* WHAT YOU NEED TO DO
Each entry has to be set down again with no alteration.

* RECORDS FOR THIS TASK
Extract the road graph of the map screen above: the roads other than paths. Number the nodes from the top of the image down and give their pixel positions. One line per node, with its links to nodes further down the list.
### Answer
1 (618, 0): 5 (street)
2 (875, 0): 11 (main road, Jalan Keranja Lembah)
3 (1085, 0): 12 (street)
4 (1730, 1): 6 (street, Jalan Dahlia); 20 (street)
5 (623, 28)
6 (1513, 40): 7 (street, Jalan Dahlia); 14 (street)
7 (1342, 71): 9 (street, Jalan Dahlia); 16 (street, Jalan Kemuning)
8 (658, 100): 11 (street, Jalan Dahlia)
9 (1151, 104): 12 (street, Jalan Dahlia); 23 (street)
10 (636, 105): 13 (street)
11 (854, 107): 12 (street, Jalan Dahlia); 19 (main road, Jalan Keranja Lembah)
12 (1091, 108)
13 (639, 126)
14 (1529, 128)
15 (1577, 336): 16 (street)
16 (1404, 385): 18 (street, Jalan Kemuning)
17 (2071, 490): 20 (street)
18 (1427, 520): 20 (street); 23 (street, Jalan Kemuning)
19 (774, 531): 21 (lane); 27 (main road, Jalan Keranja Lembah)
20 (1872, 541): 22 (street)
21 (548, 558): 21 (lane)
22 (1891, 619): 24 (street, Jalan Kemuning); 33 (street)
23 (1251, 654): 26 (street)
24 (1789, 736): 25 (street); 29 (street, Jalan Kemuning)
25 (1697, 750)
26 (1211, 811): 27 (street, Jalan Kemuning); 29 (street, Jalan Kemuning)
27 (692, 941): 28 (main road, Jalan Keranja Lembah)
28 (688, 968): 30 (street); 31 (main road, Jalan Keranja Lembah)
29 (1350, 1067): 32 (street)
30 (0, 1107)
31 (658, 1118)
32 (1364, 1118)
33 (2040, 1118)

* TASK RESPONSE
Extract the road graph of the map screen above: the roads other than paths. Number the nodes from the top of the image down and give their pixel positions. One line per node, with its links to nodes further down the list.
### Answer
1 (618, 0): 5 (street)
2 (875, 0): 11 (main road, Jalan Keranja Lembah)
3 (1085, 0): 12 (street)
4 (1730, 1): 6 (street, Jalan Dahlia); 20 (street)
5 (623, 28)
6 (1513, 40): 7 (street, Jalan Dahlia); 14 (street)
7 (1342, 71): 9 (street, Jalan Dahlia); 16 (street, Jalan Kemuning)
8 (658, 100): 11 (street, Jalan Dahlia)
9 (1151, 104): 12 (street, Jalan Dahlia); 23 (street)
10 (636, 105): 13 (street)
11 (854, 107): 12 (street, Jalan Dahlia); 19 (main road, Jalan Keranja Lembah)
12 (1091, 108)
13 (639, 126)
14 (1529, 128)
15 (1577, 336): 16 (street)
16 (1404, 385): 18 (street, Jalan Kemuning)
17 (2071, 490): 20 (street)
18 (1427, 520): 20 (street); 23 (street, Jalan Kemuning)
19 (774, 531): 21 (lane); 27 (main road, Jalan Keranja Lembah)
20 (1872, 541): 22 (street)
21 (548, 558): 21 (lane)
22 (1891, 619): 24 (street, Jalan Kemuning); 33 (street)
23 (1251, 654): 26 (street)
24 (1789, 736): 25 (street); 29 (street, Jalan Kemuning)
25 (1697, 750)
26 (1211, 811): 27 (street, Jalan Kemuning); 29 (street, Jalan Kemuning)
27 (692, 941): 28 (main road, Jalan Keranja Lembah)
28 (688, 968): 30 (street); 31 (main road, Jalan Keranja Lembah)
29 (1350, 1067): 32 (street)
30 (0, 1107)
31 (658, 1118)
32 (1364, 1118)
33 (2040, 1118)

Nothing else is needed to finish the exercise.